Try it:
Check every line of the entries below for "connectivity", and copy the lines that have it.

-- Extracted data follows --

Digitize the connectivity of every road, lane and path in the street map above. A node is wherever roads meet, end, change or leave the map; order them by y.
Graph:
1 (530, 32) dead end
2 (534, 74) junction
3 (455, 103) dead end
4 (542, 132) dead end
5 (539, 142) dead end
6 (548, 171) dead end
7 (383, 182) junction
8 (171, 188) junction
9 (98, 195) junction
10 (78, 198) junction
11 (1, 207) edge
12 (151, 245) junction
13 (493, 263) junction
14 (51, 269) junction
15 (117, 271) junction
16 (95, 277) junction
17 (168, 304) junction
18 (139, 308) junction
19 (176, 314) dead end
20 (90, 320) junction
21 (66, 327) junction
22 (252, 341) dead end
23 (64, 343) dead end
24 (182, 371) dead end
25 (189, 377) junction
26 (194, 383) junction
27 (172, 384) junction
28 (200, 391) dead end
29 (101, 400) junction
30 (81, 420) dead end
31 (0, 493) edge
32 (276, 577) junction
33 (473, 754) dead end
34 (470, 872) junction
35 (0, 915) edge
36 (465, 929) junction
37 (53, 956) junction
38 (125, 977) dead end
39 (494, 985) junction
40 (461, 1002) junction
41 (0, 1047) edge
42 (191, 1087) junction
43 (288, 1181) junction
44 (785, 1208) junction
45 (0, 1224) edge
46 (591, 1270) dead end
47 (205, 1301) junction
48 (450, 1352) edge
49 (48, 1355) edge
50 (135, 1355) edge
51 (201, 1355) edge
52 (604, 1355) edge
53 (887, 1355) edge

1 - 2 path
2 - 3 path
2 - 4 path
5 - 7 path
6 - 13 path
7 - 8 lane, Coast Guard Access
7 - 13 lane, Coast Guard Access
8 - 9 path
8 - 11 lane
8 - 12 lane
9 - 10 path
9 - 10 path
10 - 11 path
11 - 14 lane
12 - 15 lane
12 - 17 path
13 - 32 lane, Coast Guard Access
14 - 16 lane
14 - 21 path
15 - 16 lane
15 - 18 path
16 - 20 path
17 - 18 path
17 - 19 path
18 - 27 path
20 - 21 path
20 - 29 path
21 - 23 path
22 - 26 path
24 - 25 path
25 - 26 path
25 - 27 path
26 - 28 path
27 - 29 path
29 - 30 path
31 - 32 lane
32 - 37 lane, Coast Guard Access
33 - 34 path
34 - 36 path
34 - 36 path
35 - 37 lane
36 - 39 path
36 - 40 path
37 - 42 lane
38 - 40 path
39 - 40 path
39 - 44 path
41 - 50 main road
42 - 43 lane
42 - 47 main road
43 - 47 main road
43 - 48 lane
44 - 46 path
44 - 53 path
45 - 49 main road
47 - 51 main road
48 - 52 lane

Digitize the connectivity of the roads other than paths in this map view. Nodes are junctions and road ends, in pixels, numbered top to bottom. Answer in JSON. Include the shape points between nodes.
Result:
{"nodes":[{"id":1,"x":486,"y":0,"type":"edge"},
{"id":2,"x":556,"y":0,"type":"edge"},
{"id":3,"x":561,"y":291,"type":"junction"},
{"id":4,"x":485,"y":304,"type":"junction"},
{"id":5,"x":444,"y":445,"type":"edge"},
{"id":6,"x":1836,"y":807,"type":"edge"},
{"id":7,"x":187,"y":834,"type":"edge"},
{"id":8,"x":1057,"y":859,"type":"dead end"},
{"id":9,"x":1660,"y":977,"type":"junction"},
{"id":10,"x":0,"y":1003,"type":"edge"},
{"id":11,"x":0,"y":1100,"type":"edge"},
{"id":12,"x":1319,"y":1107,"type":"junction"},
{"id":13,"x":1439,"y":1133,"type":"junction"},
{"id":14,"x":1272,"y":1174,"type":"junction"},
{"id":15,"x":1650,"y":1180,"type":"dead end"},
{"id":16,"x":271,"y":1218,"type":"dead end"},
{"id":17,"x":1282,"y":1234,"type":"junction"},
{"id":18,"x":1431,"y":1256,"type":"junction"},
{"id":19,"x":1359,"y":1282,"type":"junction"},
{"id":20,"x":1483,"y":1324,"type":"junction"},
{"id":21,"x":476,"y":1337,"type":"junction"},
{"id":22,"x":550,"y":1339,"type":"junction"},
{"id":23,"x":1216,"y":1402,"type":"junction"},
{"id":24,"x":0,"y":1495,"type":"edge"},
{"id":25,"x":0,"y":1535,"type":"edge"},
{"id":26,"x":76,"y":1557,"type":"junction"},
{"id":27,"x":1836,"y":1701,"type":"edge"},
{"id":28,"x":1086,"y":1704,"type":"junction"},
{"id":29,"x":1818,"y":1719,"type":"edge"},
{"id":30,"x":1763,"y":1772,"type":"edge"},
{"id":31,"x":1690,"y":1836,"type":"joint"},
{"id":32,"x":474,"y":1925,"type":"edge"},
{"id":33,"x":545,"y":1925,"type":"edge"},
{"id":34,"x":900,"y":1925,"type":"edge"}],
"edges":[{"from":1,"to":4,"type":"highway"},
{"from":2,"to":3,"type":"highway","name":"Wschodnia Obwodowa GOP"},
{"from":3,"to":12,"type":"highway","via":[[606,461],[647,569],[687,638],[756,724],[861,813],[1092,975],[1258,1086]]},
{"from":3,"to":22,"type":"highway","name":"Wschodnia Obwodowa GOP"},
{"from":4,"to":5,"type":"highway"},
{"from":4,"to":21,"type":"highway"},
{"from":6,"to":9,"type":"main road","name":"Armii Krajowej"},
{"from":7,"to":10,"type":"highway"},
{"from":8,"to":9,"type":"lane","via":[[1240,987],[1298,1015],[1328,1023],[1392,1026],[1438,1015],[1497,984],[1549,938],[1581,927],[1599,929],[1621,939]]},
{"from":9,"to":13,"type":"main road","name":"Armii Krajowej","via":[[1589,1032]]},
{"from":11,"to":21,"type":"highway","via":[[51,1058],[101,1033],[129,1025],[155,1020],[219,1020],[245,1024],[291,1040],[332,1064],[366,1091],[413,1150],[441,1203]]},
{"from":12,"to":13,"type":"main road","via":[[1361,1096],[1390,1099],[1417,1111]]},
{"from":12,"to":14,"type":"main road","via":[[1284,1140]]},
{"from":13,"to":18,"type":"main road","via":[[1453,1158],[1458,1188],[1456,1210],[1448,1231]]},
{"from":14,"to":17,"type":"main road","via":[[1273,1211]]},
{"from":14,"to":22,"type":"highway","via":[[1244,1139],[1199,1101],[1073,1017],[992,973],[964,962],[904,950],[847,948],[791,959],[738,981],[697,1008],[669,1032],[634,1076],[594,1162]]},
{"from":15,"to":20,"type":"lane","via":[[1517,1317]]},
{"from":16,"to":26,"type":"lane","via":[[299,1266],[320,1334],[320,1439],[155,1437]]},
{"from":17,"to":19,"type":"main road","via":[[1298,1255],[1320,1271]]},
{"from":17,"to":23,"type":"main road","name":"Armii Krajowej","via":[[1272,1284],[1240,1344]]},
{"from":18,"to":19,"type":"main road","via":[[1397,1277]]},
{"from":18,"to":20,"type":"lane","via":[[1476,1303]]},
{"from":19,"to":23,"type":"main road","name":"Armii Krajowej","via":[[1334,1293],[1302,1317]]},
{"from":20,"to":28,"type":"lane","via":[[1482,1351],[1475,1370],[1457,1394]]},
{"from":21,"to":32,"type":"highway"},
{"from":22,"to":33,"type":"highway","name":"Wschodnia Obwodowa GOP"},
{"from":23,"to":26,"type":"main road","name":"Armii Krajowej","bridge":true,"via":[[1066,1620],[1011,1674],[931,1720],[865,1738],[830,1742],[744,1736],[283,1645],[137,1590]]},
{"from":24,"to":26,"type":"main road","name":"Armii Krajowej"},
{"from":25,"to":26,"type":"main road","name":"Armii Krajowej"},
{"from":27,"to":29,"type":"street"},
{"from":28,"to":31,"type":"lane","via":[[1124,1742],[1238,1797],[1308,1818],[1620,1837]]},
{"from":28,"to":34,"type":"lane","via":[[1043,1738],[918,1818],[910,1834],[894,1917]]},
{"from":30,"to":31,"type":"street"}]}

-- Extracted data concluded --

Solution to this task:
Digitize the connectivity of every road, lane and path in the street map above. A node is wherever roads meet, end, change or leave the map; order them by y.
Digitize the connectivity of the roads other than paths in this map view. Nodes are junctions and road ends, in pixels, numbered top to bottom. Answer in JSON. Include the shape points between nodes.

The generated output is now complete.